WordBowl Word-of-the-Day courtesy of Raul A., red carpet couturist, face of FIT, KingofBingo collaborator
I am a recovering Catholic.
Our family grew up Super Catholic (“Real Catholic”, according to my parents). Catholic School, Scriptural Rosary, Luades and Vespers — morning and evening prayers, chanted in Latin —Meatless Fridays.
My parents disavowed Vatican II, blue jeans worn to Mass, the acoustic guitar strumming parish priest exhorting through song to “bloom where you are planted.” If there was no biblical verse to support Our Father’s dictums, he had scriptural passages at the ready from other texts, the Baltimore Catechism cannon.
The Catholic Church, apparently, was not Catholic enough for Our Father.
He spoke of Lourdes, of Fatima, of reputed miracles in far-flung, impoverished places, as if to reinforce the spiritual poverty of our over-capitalized nation. Numerous references to the Fall of Rome. The End of Days nigh.
Which explains — somewhat— how I celebrated my fifteenth birthday on a flight from Toronto to Rome, drunk with a monk.
My monk — celebrating fifty years of monk-dom — chaperone for a Catholic Youth Tour, bound for two weeks in Italy. The trip a great financial sacrifice on my parent’s part, hoping to fill their teenage cheerleader daughter with the Holy Spirit, imparted by the Vatican itself.
The stewardess brought us a complimentary bottle of Blue Nun.
Our group pilgrimaged to Assisi, paid homage to the incorrupt body of St. Bernadette, a Carmelite Sleeping Beauty. Celebrated Mass in a basilica housing the Holy House of Loreto, the humble abode where the Angel Gabriel appeared to Mary, which through divine intervention flew intact from Palestine to Rome. Met Brother Gino who reputedly suffered the Stigmata, his hands bound in rough cloth.
Stories, like those commemorated in my Map of the Land of Make Believe, complete with Happily Ever After, provided one hews to the Ten Commandments and the thousands of lesser moral commands.
Stories, institutionalized. Mythologized.
Grade school history classes in Mississippi, we reviewed the Pilgrims’ Mayflower journey and tribulations born by the first colonists, touched upon the American Revolution, dove deep into The War of Northern Aggression for many months, rushed through World War1WorldWarII the final weeks of the academic year.
The grip of story, no matter the source, spoken with enough force.
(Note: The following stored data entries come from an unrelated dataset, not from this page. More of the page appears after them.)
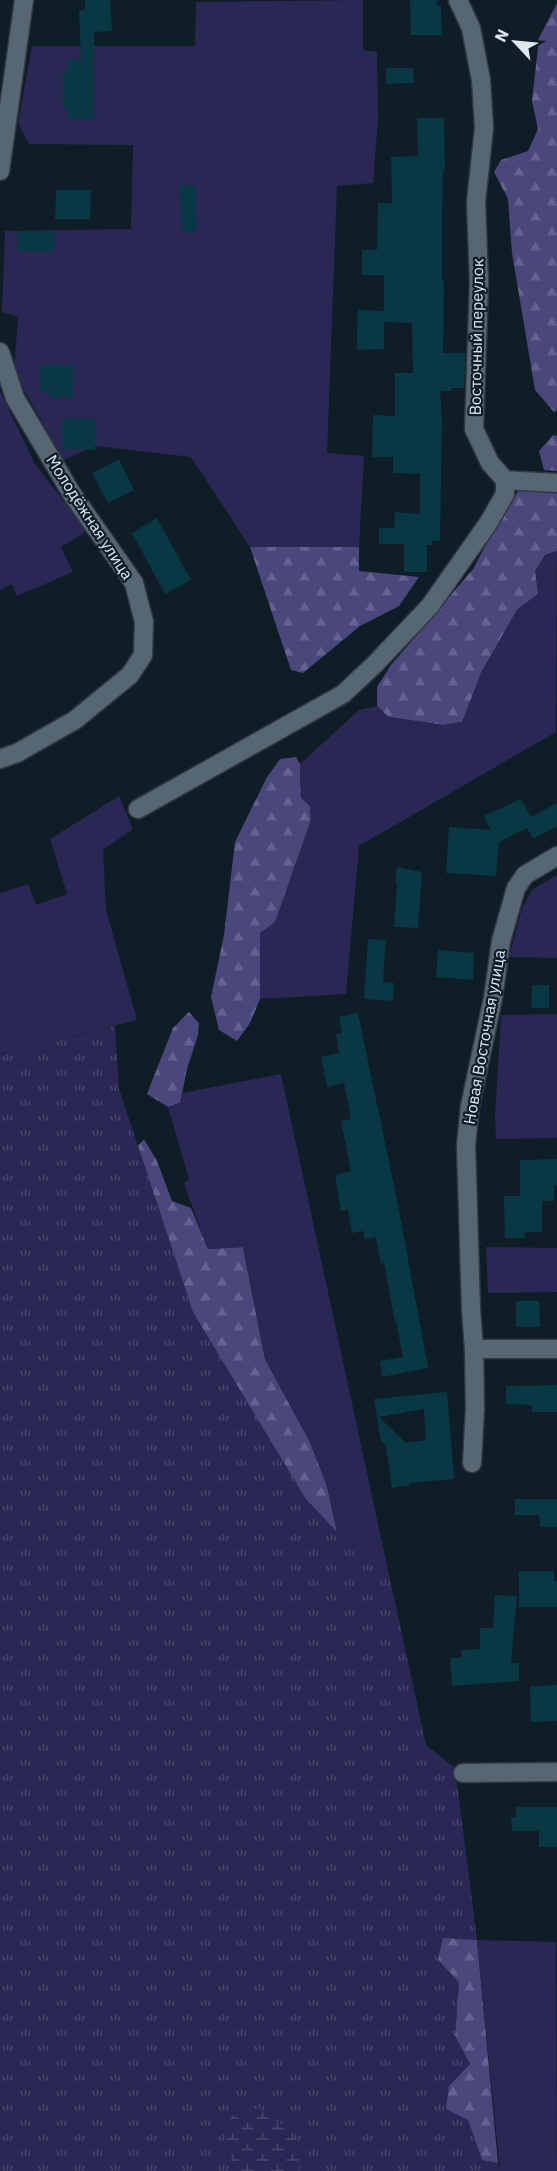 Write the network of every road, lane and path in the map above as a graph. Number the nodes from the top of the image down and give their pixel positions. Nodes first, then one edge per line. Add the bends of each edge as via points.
1 (24, 0) edge
2 (458, 0) edge
3 (0, 171) edge
4 (0, 352) edge
5 (506, 480) junction
6 (557, 483) edge
7 (0, 759) edge
8 (138, 809) dead end
9 (557, 855) edge
10 (474, 1349) junction
11 (557, 1349) edge
12 (472, 1462) dead end
13 (557, 1772) edge
14 (464, 1773) dead end

1 - 3 street
2 - 5 street, Восточный переулок via 471,28 484,128 476,202 479,282 474,429 490,464
4 - 7 street, Молодёжная улица via 15,398 72,494 134,583 144,622 143,655 130,675 75,720
5 - 6 street
5 - 8 street via 505,494 489,522 430,606 343,694
9 - 10 street, Новая Восточная улица via 525,875 516,888 501,941 470,1106 466,1145
10 - 11 street
10 - 12 street, Новая Восточная улица
13 - 14 street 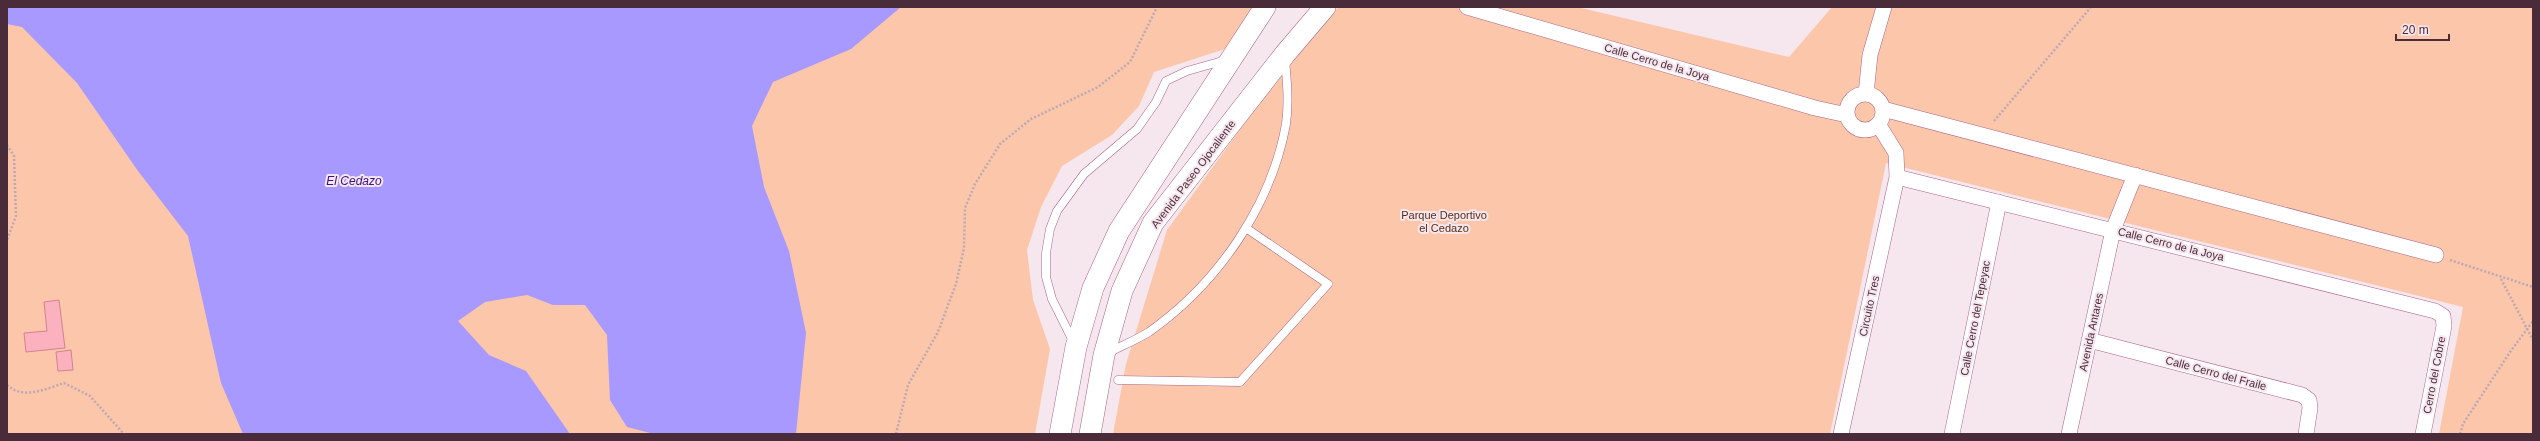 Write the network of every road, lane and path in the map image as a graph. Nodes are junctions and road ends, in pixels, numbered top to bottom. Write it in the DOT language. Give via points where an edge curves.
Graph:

No longer merely the purview of the winners, present history is written by the shrill.
As real as Al Gore creating the Internet. Sarah Palin’s Facebook status screeds.
The personal tales we hear, tell. The married or otherwise encoupled who did — really, really — meet on MatchOKCupideHarmony. Or met cute in a bar. The guy or gal who chucked it all — high-powered career, trappings of success, debauched lifestyle — for a simpler life in a small town/remote ranch/quaint village, discovered a previously untapped aptitude, manifested their authentic self, found true love.
Origin Myths.
These stories, for the listener, for the teller, goals to aspire to, windmills to tilt towards, the Best of Times, the Worst of Times. These stories, they become legend and legion, they codify and solidify, become emblems, totems, symbols.
They define Us, Them, I, You, We.
This story was (hand)written at Orient Express (west village, nyc) and edited/uploaded at the Apple store (meatpacking district, nyc) because I left my charger at home, ran out of juice.